Инспектор Рыжиков, который сегодня был городничим Антоном Антоновичем Сквозник-Дмухановским, в артистической гримуборной приводил себя в соотвествие с образом: намазывал губки, подкрашивал бровки и реснички, пудрил щечки и носик, и при этом игриво косил глазки на гримирующегося рядом с ним Вадика-Хлестакова: инспектор уже всерьез вошел в образ своего персонажа, который, по окончательному замыслу режиссера, должен был с первого взгляда влюбиться с петербургского гостя. Тот же, в свою очередь, предпочел не обаятельного градоначальника, а скромного лекаря Гибнера, который, по воле Святослава Иваныча, из третьестепенного персонажа сатирической комедии превратился в одно из главных лиц любовно-треугольной драмы.
Святослав Иваныч сумел найти особые краски (и отнюдь не голубые) даже для такого, казалось бы, малопривлекательного персонажа, как Держиморда: сей последний был тайно влюблен в супругу городничего Анну Андреевну, но не должен был показывать виду, что испытывает к ней какие-то чувства. Василий Щепочкин, исполняющий роль Держиморды, не совсем понимал, для чего ему нужно изображать влюбленного, если этого не заметят ни предмет его обожания, ни зрители, однако с режиссером не спорил и в меру способностей выполнял его указания.
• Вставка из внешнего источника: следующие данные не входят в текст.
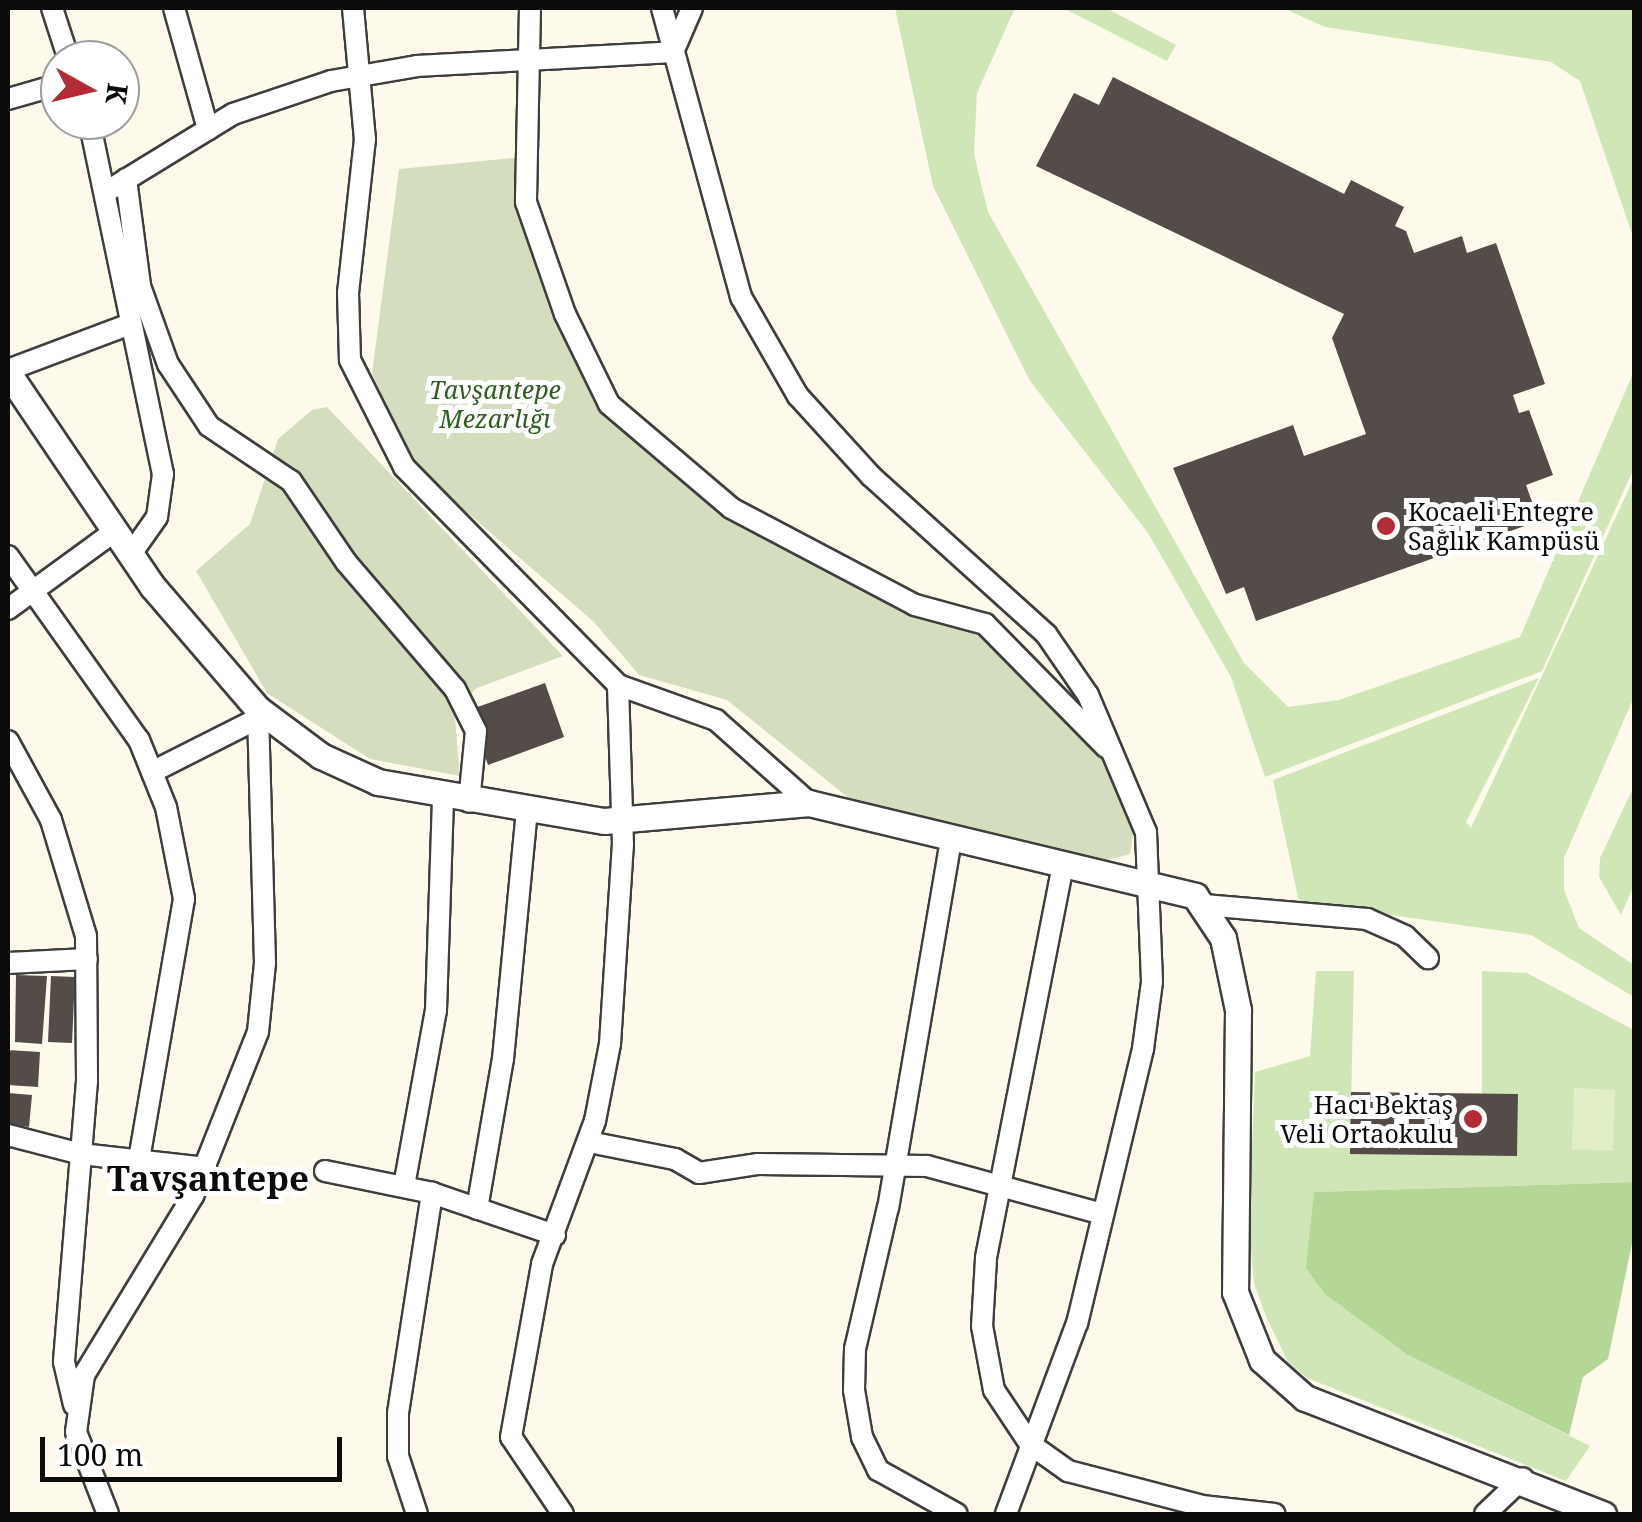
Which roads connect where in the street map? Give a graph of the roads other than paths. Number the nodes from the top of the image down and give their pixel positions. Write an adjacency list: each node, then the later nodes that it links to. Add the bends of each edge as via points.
1 (52, 8): 7 (street)
2 (174, 8): 13 (street)
3 (352, 8): 10 (street)
4 (530, 8): 9 (street)
5 (662, 8): 8 (street)
6 (692, 8): 8 (street)
7 (63, 40)
8 (673, 52): 9 (street); 26 (street, via 741,297 798,396 870,476 1046,634)
9 (531, 64): 10 (street); 26 (street, via 526,202 558,297 608,404 730,508 915,605 986,624)
10 (364, 75): 13 (street, via 233,114); 23 (street, via 350,360 404,468)
11 (40, 90): 12 (street)
12 (8, 99)
13 (208, 129): 15 (street)
14 (98, 140): 15 (street)
15 (118, 185): 16 (street); 28 (street, via 140,286 168,364 208,426 291,482 346,562 455,690 476,731)
16 (128, 325): 17 (street); 19 (street, via 163,474 157,517)
17 (8, 372): 18 (street)
18 (115, 531): 19 (street); 21 (street)
19 (131, 554): 24 (street)
20 (8, 556): 21 (street)
21 (35, 592): 22 (street); 27 (street, via 140,740)
22 (8, 609)
23 (618, 685): 29 (street, via 716,720); 31 (street)
24 (259, 713): 27 (street); 28 (street, via 322,756 378,782); 44 (street, via 265,963 258,1032)
25 (8, 741): 37 (street, via 51,820)
26 (1117, 756): 34 (street, via 1146,832)
27 (152, 772): 42 (street, via 184,899)
28 (456, 799): 30 (street); 46 (street, via 436,1010)
29 (809, 803): 31 (street); 32 (street, via 869,812)
30 (527, 812): 31 (street); 49 (street, via 503,1059)
31 (622, 822): 40 (street, via 610,1044)
32 (951, 840): 33 (street); 43 (street)
33 (1063, 866): 34 (street); 47 (street)
34 (1148, 882): 35 (street); 50 (street, via 1149,1022)
35 (1204, 905): 36 (street, via 1367,919 1405,936); 54 (street, via 1223,938 1238,1010 1235,1292 1262,1360 1304,1398)
36 (1428, 958)
37 (86, 960): 38 (street); 41 (street)
38 (8, 963)
39 (8, 1135): 41 (street)
40 (589, 1142): 43 (street, via 674,1159 699,1173 758,1164); 51 (street)
41 (80, 1154): 42 (street); 52 (street, via 64,1362)
42 (139, 1160): 44 (street)
43 (894, 1162): 47 (street); 59 (street, via 855,1349 862,1438 878,1470)
44 (206, 1168): 52 (street, via 84,1375)
45 (325, 1171): 46 (street)
46 (404, 1186): 48 (street)
47 (1001, 1186): 50 (street); 53 (street, via 983,1292 984,1362)
48 (432, 1193): 49 (street); 57 (street, via 398,1413 398,1456)
49 (476, 1208): 51 (street)
50 (1102, 1214): 53 (street, via 1065,1362)
51 (555, 1235): 58 (street, via 520,1360 511,1437)
52 (76, 1412): 56 (street)
53 (1030, 1444): 55 (street, via 1068,1471); 60 (street)
54 (1523, 1478): 62 (street); 63 (street)
55 (1247, 1513): 61 (street)
56 (108, 1514)
57 (417, 1514)
58 (563, 1514)
59 (957, 1514)
60 (1006, 1514)
61 (1275, 1514)
62 (1485, 1514)
63 (1603, 1514)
Но теперь Васе было ни до Держиморды, ни до его чувств: детектив имел основания ожидать, что во время спектакля в Доме культуры могло произойти нечто неординарное, и Щепочкин должен был предупредить Рыжикова, чтобы тот был начеку.
Конечно, тревожить артиста, когда он готовится к ответственной премьере, Василию очень не хотелось, но соображения безопасности все же взяли верх. Вопреки опасениям, инспектор воспринял появление детектива весьма благосклонно.
– Васенька, котик мой, а ведь вы оказались правы, – промурлыкал господин Рыжиков, томно стрельнув неумело намазанными глазками.
(Вообще-то Георгий Максимыч никогда раньше не называл Щепочкина ни Васенькой, ни, тем более, котиком, и сыщик объяснил подобную фамильярность тем, что инспектор уже крепко вжился в образ).
– Действительно, князь Григорий и Григорий Алексеич Семенов – одно и то же лицо, – продолжал Рыжиков уже чуть более по-деловому, – так что ваши подозрения подтвердились. Нам же со своей стороны удалось установить личность еще некоторых членов клуба. Гробославом был убитый Иван Вениаминович Покровский, известный как ди-джей Гроб, а воевода Селифан – это полковник в отставке Петр Петрович Селиванов…
– А барон Альберт? – перебил Вася.
– Увы, личность так называемого барона Альберта установить пока что не удалось, – вздохнул инспектор. – Конечно, неплохо было бы его "пощупать" поосновательнее, но излишняя активность может их вспугнуть.
Обычно Василий чувствовал, когда Геогрий Максимыч говорит искренне, а когда не очень. Но на сей раз никакой фальшивой ноты он в словах инспектора не уловил – похоже, что барон Альберт оставался загадкой не только для него и Анны Сергеевны, но и для милиции тоже.